While it’s true cancer can impact otherwise healthy people, the disease can accompany other diagnoses like high blood pressure, diabetes, developmental disorders and other conditions. That’s why the Cancer Center’s oncologists and team members treat every patient uniquely based on their individual needs, ensuring the best possible outcome. Jonathan Griener faced his own set of challenges when he was diagnosed with mediastinal B-cell lymphoma, but confronted his disease with courage and determination, beating it on his own terms.
Like all patients, Jonathan had been looking forward to completing treatment since he was diagnosed with his disease. He knew that on his last day of radiation therapy, he would ring a special bell signifying this phase of his journey was over and a new one was just beginning. But when the survivor showed up for his last treatment, he did so in style, donning a chic tuxedo. And he enthusiastically rang the bell with all his heart.
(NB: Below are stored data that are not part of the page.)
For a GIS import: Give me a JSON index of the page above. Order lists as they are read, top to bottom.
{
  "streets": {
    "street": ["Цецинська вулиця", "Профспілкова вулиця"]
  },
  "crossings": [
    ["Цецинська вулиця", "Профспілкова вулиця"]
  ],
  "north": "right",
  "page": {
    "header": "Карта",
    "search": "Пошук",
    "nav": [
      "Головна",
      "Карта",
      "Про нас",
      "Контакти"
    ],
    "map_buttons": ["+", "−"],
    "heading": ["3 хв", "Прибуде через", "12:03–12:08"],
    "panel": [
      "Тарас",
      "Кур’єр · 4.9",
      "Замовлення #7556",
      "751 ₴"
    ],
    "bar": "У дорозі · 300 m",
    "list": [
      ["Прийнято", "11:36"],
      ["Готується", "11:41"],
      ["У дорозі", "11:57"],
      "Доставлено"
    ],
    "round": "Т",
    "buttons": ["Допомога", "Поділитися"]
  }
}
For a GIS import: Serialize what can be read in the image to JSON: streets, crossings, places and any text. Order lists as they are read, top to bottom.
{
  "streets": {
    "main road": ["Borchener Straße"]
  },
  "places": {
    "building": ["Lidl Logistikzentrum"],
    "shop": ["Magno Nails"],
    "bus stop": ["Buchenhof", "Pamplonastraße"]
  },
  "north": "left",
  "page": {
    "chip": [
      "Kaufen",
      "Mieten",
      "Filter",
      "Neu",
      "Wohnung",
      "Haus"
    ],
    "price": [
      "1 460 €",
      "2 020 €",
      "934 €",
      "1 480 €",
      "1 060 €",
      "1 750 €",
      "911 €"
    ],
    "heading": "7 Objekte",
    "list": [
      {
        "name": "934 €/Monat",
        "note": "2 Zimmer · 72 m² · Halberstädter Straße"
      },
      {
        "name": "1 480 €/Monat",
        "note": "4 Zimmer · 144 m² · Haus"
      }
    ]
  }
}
It was a joyous time for him, his family and his treatment team. This survivor extraordinaire now anticipates moving out on his own and completing special career training.
Special Care for Special People
Jonathan had been diagnosed with ADHD and Asperger’s Syndrome at ages 3 and 10, respectively. This meant the Cancer Center team had to adjust their communication style and explain things to him a bit differently, taking extra steps to ensure he was comfortable at all times as he underwent surgery, chemotherapy and radiation treatments.
Every patient who walks through the Cancer Center’s doors experience is different based on their disease and many other factors. In Jonathan’s case, his mom Ruth said that throughout his journey, his caregivers provided loving care and attention.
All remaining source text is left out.